Wann sollte Routing eine Modellentscheidung sein und wann Code? Nutzen Sie Code, wenn die Routing-Regel bekannt und stabil ist, denn das ist kostenlos, sofort und testbar. Nutzen Sie ein Modell, wenn die Entscheidung eine Interpretation von Inhalt erfordert, etwa das Klassifizieren einer mehrdeutigen Anfrage oder das Beurteilen, ob der Output eines Workers gut genug ist, um weitergereicht zu werden.

Quellen

  1. Anthropic. "Ein orchestriertes Multi-Agenten-System übertraf einen einzelnen Claude-Opus-4-Agenten bei einer internen Research-Evaluation um 90,2 %." https://www.anthropic.com/engineering/built-multi-agent-research-system. Abgerufen im August 2026.

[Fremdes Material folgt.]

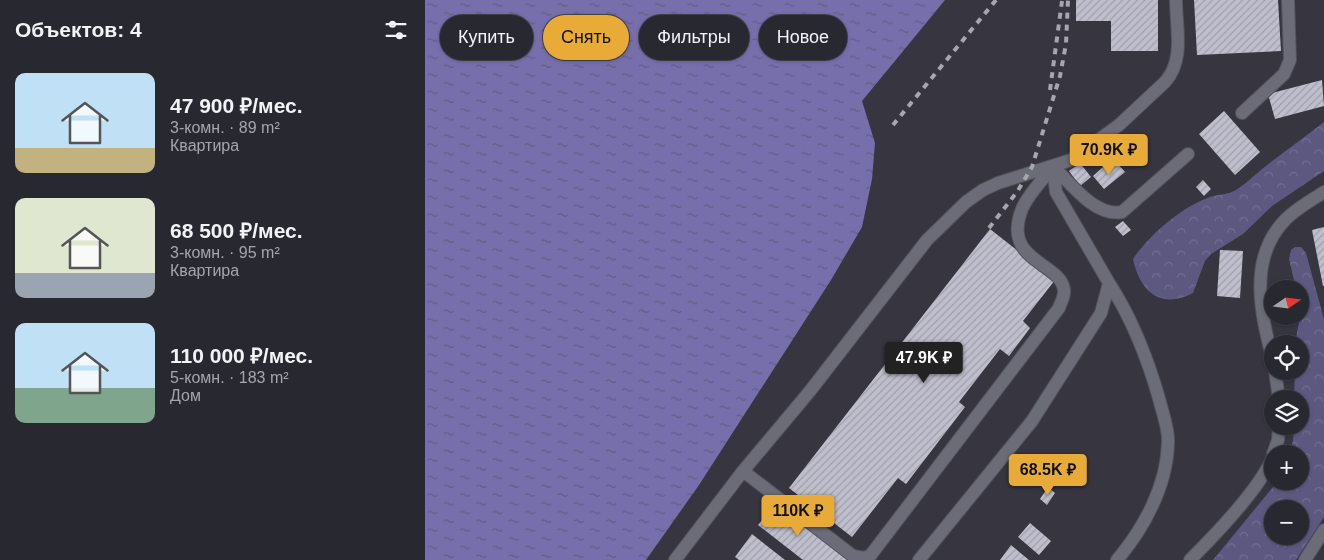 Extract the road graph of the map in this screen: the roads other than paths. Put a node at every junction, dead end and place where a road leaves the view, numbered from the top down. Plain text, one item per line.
1 (1176, 0) edge
2 (1288, 0) edge
3 (1242, 113) dead end
4 (1188, 154) dead end
5 (1053, 166) junction
6 (1324, 192) edge
7 (1109, 282) junction
8 (1267, 335) edge
9 (743, 471) junction
10 (1264, 473) edge
11 (1324, 530) edge
12 (675, 560) edge
13 (919, 560) edge
14 (1117, 560) edge
15 (1189, 560) edge
16 (1305, 560) edge

1 - 5 street
2 - 3 street
4 - 5 street
5 - 7 street
5 - 9 street
5 - 9 street
6 - 8 street
7 - 13 street
7 - 14 street
9 - 12 street
10 - 15 street
11 - 16 street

  2. UC Berkeley (MAST, arXiv). "Studie mit über 1.600 annotierten Traces über 7 Multi-Agenten-Frameworks identifiziert 14 Fehlermuster." https://arxiv.org/abs/2503.13657. Abgerufen im August 2026.
  3. Anthropic. "Multi-Agenten-Systeme nutzen etwa 15-mal so viele Tokens wie Chat-Interaktionen, gegenüber etwa dem 4-Fachen bei einzelnen Agenten." https://www.anthropic.com/engineering/built-multi-agent-research-system. Abgerufen im August 2026.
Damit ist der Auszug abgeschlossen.